- **What you should do**
Please retype every entry as written, and keep the pictures out.

[Stored data entries]
- - - - - - -

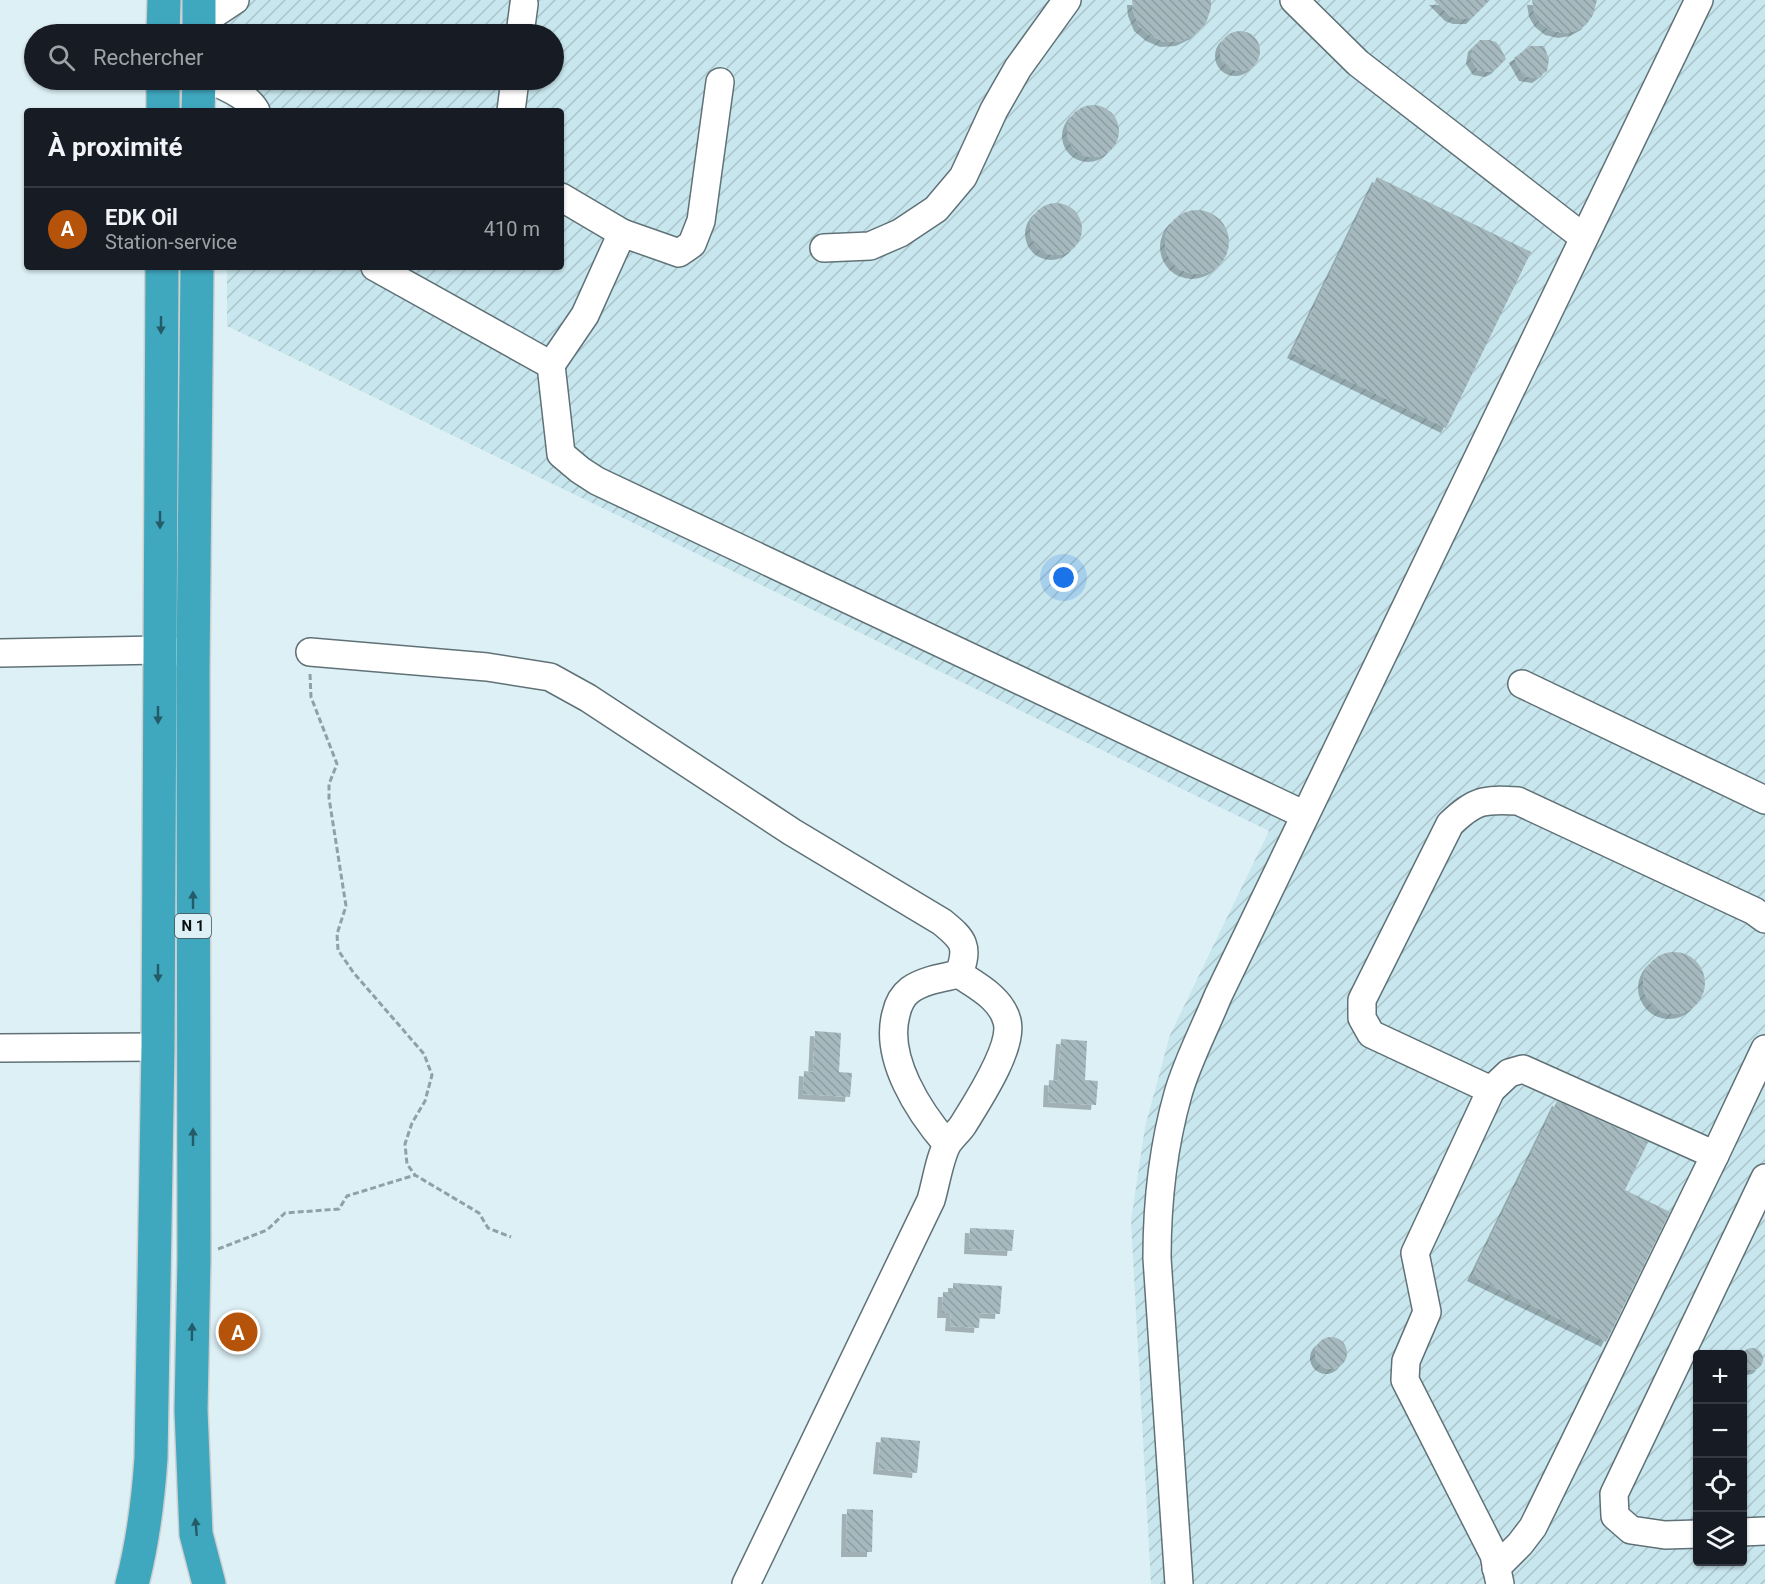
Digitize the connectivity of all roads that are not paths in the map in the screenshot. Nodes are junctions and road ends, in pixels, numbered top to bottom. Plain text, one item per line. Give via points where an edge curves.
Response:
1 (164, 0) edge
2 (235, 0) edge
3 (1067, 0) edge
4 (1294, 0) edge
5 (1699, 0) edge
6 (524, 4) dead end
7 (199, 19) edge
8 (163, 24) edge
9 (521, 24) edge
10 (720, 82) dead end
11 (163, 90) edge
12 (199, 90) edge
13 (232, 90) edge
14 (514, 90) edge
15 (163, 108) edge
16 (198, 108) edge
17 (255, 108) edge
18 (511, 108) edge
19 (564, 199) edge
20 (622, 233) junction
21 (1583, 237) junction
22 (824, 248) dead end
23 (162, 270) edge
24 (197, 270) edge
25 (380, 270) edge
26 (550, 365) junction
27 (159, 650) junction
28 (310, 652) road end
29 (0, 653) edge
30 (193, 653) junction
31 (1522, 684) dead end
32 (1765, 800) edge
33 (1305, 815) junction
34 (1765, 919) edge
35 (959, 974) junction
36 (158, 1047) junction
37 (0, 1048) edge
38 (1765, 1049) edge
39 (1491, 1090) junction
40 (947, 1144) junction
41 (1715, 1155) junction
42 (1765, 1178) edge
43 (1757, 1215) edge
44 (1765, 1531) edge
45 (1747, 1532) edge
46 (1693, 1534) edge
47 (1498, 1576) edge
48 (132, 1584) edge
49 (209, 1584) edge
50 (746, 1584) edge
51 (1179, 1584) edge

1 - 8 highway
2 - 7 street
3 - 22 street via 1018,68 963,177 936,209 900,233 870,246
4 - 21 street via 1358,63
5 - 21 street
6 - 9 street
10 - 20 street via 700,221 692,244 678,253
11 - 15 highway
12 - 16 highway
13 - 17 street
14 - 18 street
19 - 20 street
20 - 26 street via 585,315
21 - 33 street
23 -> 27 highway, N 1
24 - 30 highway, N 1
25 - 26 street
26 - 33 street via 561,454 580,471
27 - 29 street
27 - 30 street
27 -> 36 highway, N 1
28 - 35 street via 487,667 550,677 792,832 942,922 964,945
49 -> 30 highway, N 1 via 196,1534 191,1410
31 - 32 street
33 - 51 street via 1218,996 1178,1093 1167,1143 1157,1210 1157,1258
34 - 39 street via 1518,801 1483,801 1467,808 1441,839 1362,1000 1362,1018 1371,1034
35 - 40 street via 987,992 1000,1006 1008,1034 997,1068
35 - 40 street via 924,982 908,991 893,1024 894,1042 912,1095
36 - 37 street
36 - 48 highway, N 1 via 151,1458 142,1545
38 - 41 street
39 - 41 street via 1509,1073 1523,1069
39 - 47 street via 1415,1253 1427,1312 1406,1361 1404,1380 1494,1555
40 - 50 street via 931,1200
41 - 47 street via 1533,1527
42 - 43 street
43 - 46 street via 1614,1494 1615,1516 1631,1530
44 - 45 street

- - - - - - -

- **Answer to the exercise**
Digitize the connectivity of all roads that are not paths in the map in the screenshot. Nodes are junctions and road ends, in pixels, numbered top to bottom. Plain text, one item per line. Give via points where an edge curves.
Response:
1 (164, 0) edge
2 (235, 0) edge
3 (1067, 0) edge
4 (1294, 0) edge
5 (1699, 0) edge
6 (524, 4) dead end
7 (199, 19) edge
8 (163, 24) edge
9 (521, 24) edge
10 (720, 82) dead end
11 (163, 90) edge
12 (199, 90) edge
13 (232, 90) edge
14 (514, 90) edge
15 (163, 108) edge
16 (198, 108) edge
17 (255, 108) edge
18 (511, 108) edge
19 (564, 199) edge
20 (622, 233) junction
21 (1583, 237) junction
22 (824, 248) dead end
23 (162, 270) edge
24 (197, 270) edge
25 (380, 270) edge
26 (550, 365) junction
27 (159, 650) junction
28 (310, 652) road end
29 (0, 653) edge
30 (193, 653) junction
31 (1522, 684) dead end
32 (1765, 800) edge
33 (1305, 815) junction
34 (1765, 919) edge
35 (959, 974) junction
36 (158, 1047) junction
37 (0, 1048) edge
38 (1765, 1049) edge
39 (1491, 1090) junction
40 (947, 1144) junction
41 (1715, 1155) junction
42 (1765, 1178) edge
43 (1757, 1215) edge
44 (1765, 1531) edge
45 (1747, 1532) edge
46 (1693, 1534) edge
47 (1498, 1576) edge
48 (132, 1584) edge
49 (209, 1584) edge
50 (746, 1584) edge
51 (1179, 1584) edge

1 - 8 highway
2 - 7 street
3 - 22 street via 1018,68 963,177 936,209 900,233 870,246
4 - 21 street via 1358,63
5 - 21 street
6 - 9 street
10 - 20 street via 700,221 692,244 678,253
11 - 15 highway
12 - 16 highway
13 - 17 street
14 - 18 street
19 - 20 street
20 - 26 street via 585,315
21 - 33 street
23 -> 27 highway, N 1
24 - 30 highway, N 1
25 - 26 street
26 - 33 street via 561,454 580,471
27 - 29 street
27 - 30 street
27 -> 36 highway, N 1
28 - 35 street via 487,667 550,677 792,832 942,922 964,945
49 -> 30 highway, N 1 via 196,1534 191,1410
31 - 32 street
33 - 51 street via 1218,996 1178,1093 1167,1143 1157,1210 1157,1258
34 - 39 street via 1518,801 1483,801 1467,808 1441,839 1362,1000 1362,1018 1371,1034
35 - 40 street via 987,992 1000,1006 1008,1034 997,1068
35 - 40 street via 924,982 908,991 893,1024 894,1042 912,1095
36 - 37 street
36 - 48 highway, N 1 via 151,1458 142,1545
38 - 41 street
39 - 41 street via 1509,1073 1523,1069
39 - 47 street via 1415,1253 1427,1312 1406,1361 1404,1380 1494,1555
40 - 50 street via 931,1200
41 - 47 street via 1533,1527
42 - 43 street
43 - 46 street via 1614,1494 1615,1516 1631,1530
44 - 45 street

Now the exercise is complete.